• _ASSIGNMENT_: Transcribe all the lines below exactly. Omit the pictures.

• _SUPPLIED ENTRIES_:

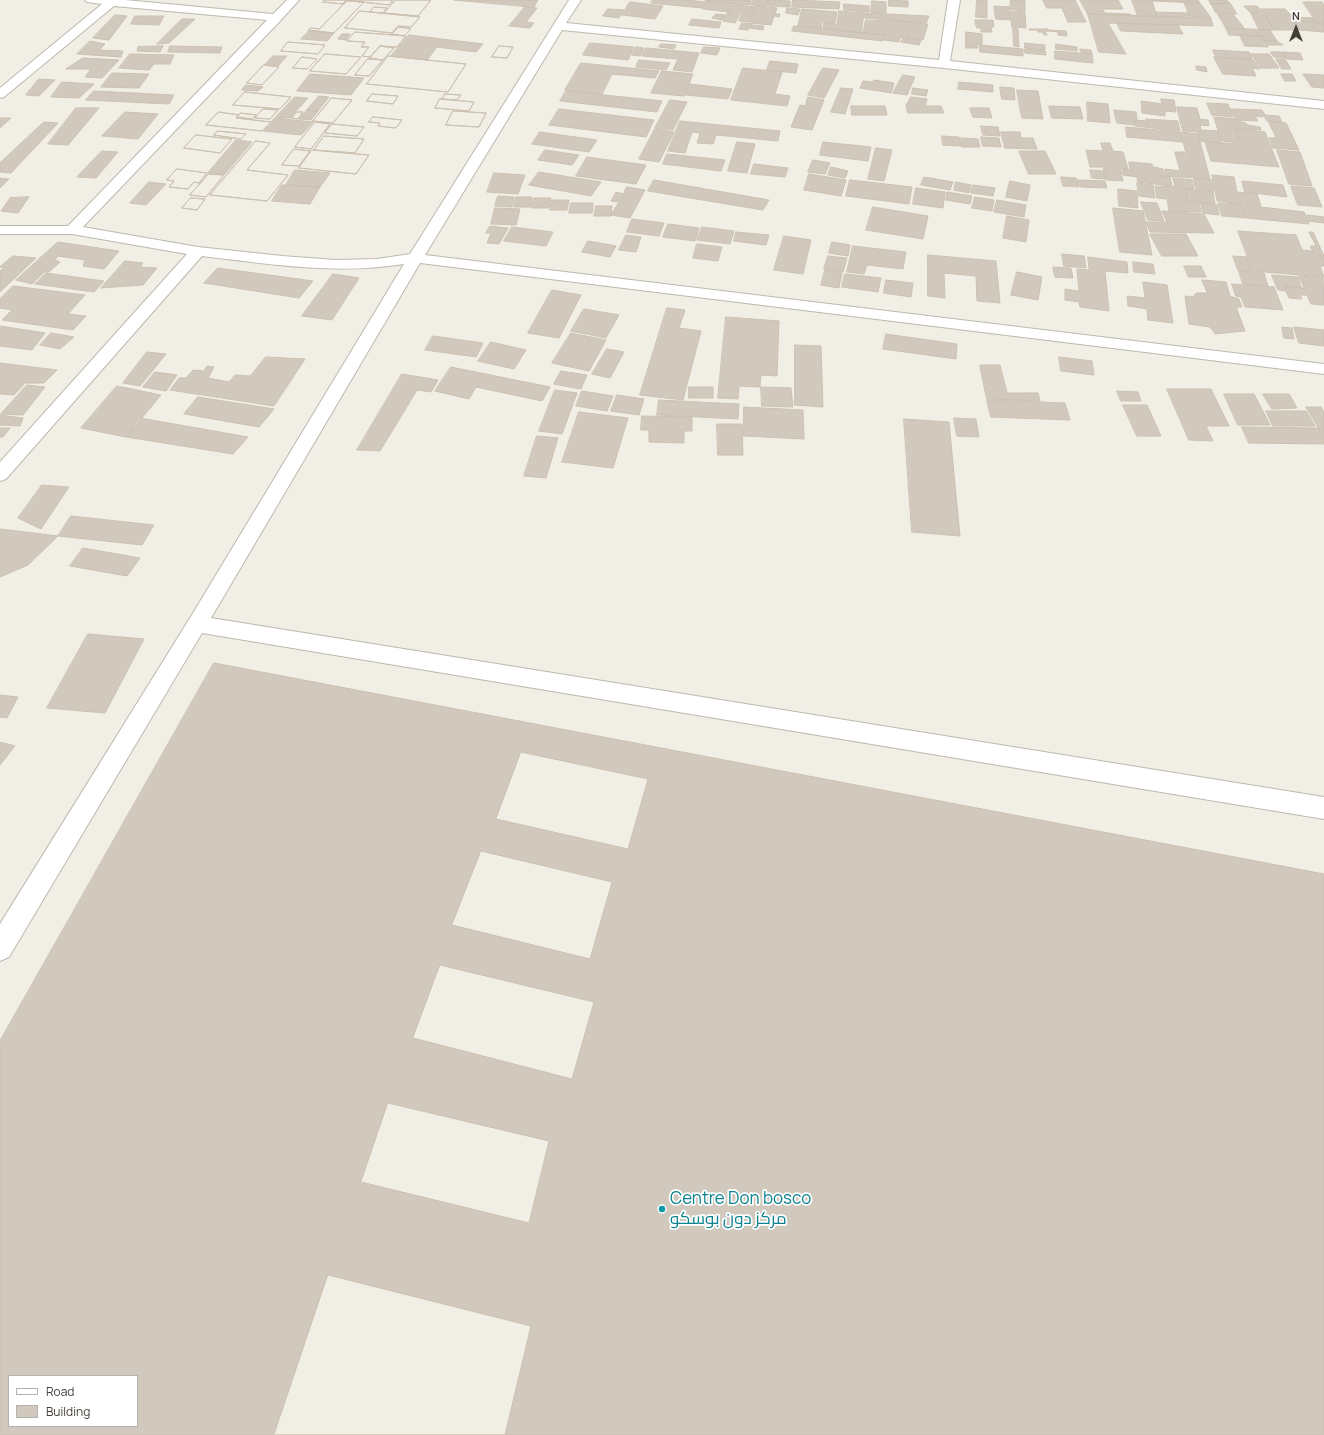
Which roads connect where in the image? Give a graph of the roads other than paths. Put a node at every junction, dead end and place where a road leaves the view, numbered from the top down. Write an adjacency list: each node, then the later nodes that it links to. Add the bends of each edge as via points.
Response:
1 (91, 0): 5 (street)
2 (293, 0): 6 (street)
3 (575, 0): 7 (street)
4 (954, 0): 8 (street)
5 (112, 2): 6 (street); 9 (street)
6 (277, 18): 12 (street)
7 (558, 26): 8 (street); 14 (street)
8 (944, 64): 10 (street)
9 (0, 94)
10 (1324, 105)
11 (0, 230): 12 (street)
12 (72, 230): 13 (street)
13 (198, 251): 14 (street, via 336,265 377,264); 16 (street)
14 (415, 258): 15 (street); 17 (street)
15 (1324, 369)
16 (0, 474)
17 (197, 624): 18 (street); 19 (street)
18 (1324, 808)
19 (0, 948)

• _YOUR RESPONSE_:
Which roads connect where in the image? Give a graph of the roads other than paths. Put a node at every junction, dead end and place where a road leaves the view, numbered from the top down. Write an adjacency list: each node, then the later nodes that it links to. Add the bends of each edge as via points.
Response:
1 (91, 0): 5 (street)
2 (293, 0): 6 (street)
3 (575, 0): 7 (street)
4 (954, 0): 8 (street)
5 (112, 2): 6 (street); 9 (street)
6 (277, 18): 12 (street)
7 (558, 26): 8 (street); 14 (street)
8 (944, 64): 10 (street)
9 (0, 94)
10 (1324, 105)
11 (0, 230): 12 (street)
12 (72, 230): 13 (street)
13 (198, 251): 14 (street, via 336,265 377,264); 16 (street)
14 (415, 258): 15 (street); 17 (street)
15 (1324, 369)
16 (0, 474)
17 (197, 624): 18 (street); 19 (street)
18 (1324, 808)
19 (0, 948)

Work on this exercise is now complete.